- Relator(a)
- Maria Helena Mallmann
- Órgão julgador
- 2ª Turma
- Data do julgamento
- 12/08/2025
- Data de publicação
- 19/08/2025
TST – Agravo de Instrumento 0011574-51.2015.5.03.0142, Rel. Maria Helena Mallmann, 2ª Turma, j. 12/08/2025, p. 19/08/2025
EMENTA: I – AGRAVO. AGRAVO DE INSTRUMENTO. RECURSO DE REVISTA. TURNO ININTERRUPTO DE REVEZAMENTO. HORAS EXTRAS HABITUAIS. NORMA COLETIVA. JORNADA DE TRABALHO SUPERIOR A OITO HORAS DIÁRIAS. Diante da possível violação ao art. 7º, XXVI, da Constituição Federal, cumpre dar provimento ao agravo.

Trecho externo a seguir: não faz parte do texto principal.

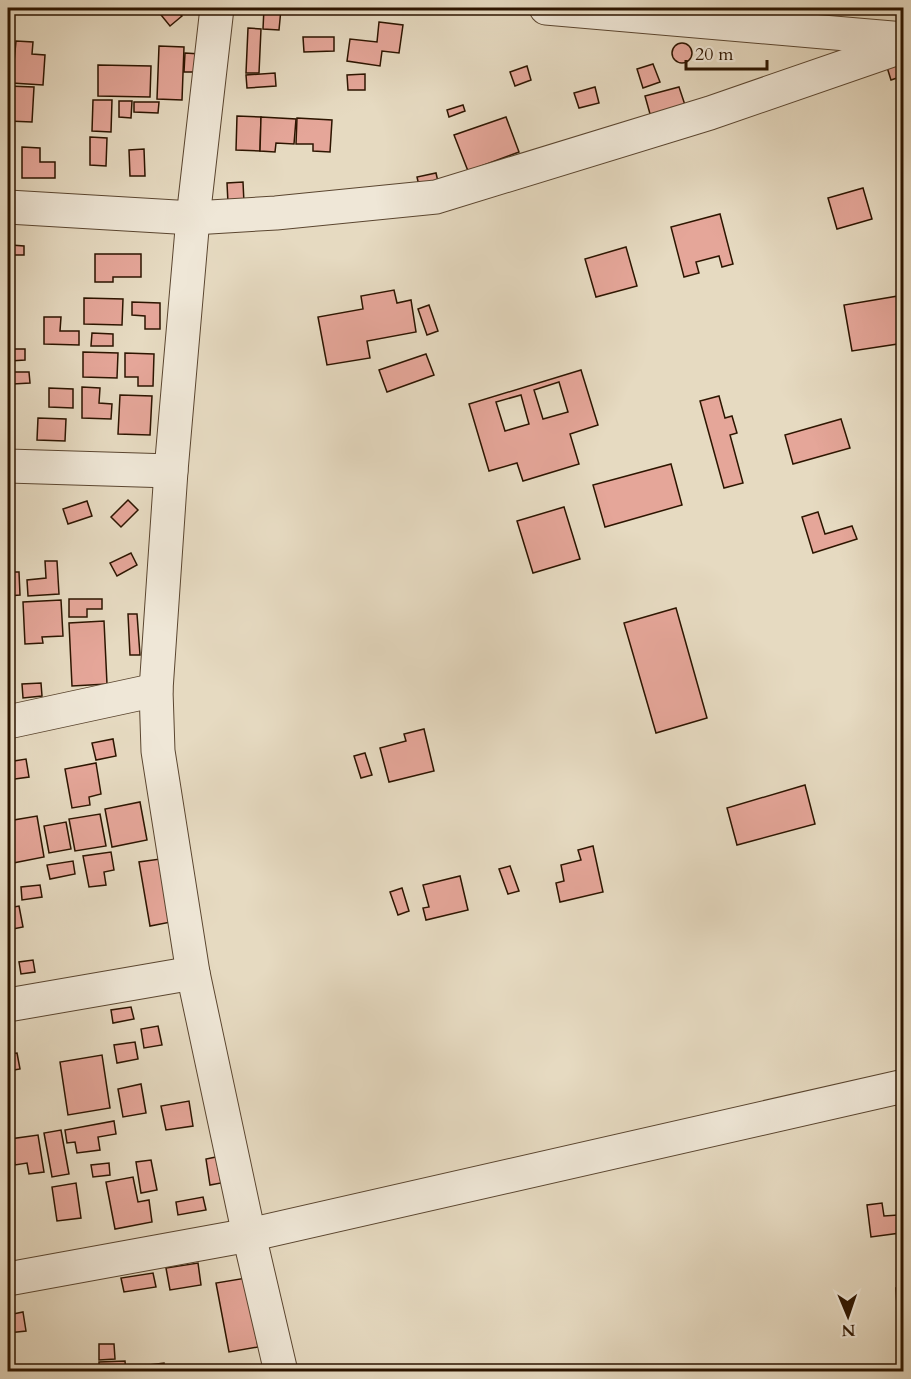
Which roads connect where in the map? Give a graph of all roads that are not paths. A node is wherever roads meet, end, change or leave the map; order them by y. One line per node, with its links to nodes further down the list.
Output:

Agravo provido. II – AGRAVO DE INSTRUMENTO. RECURSO DE REVISTA. TURNO ININTERRUPTO DE REVEZAMENTO. HORAS EXTRAS HABITUAIS. NORMA COLETIVA. JORNADA DE TRABALHO SUPERIOR A OITO HORAS DIÁRIAS. Ante a possível violação ao art. 7º, XXVI, da Constituição Federal, cumpre dar provimento ao agravo de instrumento para análise do recurso de revista quanto ao tema. Agravo de instrumento a que se dá provimento. III – RECURSO DE REVISTA. TURNO ININTERRUPTO DE REVEZAMENTO. HORAS EXTRAS HABITUAIS. NORMA COLETIVA. JORNADA DE TRABALHO SUPERIOR A OITO HORAS DIÁRIAS. Hipótese em que o Tribunal Regional manteve a condenação da reclamada ao pagamento, como extra, das horas trabalhadas após a 6ª diária por considerar que (i) não houve comprovação de compensação/pagamento das horas excedentes e (ii) que a extrapolação habitual da jornada pactuada desnatura o turno ininterrupto de trabalho. No julgamento do ARE nº 1.121.633 (Tema 1.046 da Tabela de Repercussão Geral), o Supremo Tribunal Federal definiu que " são constitucionais os acordos e as convenções coletivos que, ao considerarem a adequação setorial negociada, pactuam limitações ou afastamentos de direitos trabalhistas, independentemente da explicitação especificada de vantagens compensatórias, desde que respeitados os direitos absolutamente indisponíveis" . Especificamente quanto à matéria sub judice , decorre das razões de decidir contidas no RE nº 1.476.596 que o trabalho habitual em turnos ininterruptos de revezamento com jornadas superiores ao pactuado não enseja a invalidade da norma coletiva, tampouco o pagamento de horas extras a partir da sexta diária. Ressalva de entendimento pessoal da Relatora. Constatada, assim, a violação ao art. 7º, XXVI, da Constituição Federal, a decisão merece reparo. Recurso de revista conhecido e provido. (Tribunal Superior do Trabalho (2ª Turma). Acórdão: 0011574-51.2015.5.03.0142. Relator(a): MARIA HELENA MALLMANN. Data de julgamento: 12/08/2025. Juntado aos autos em 19/08/2025.)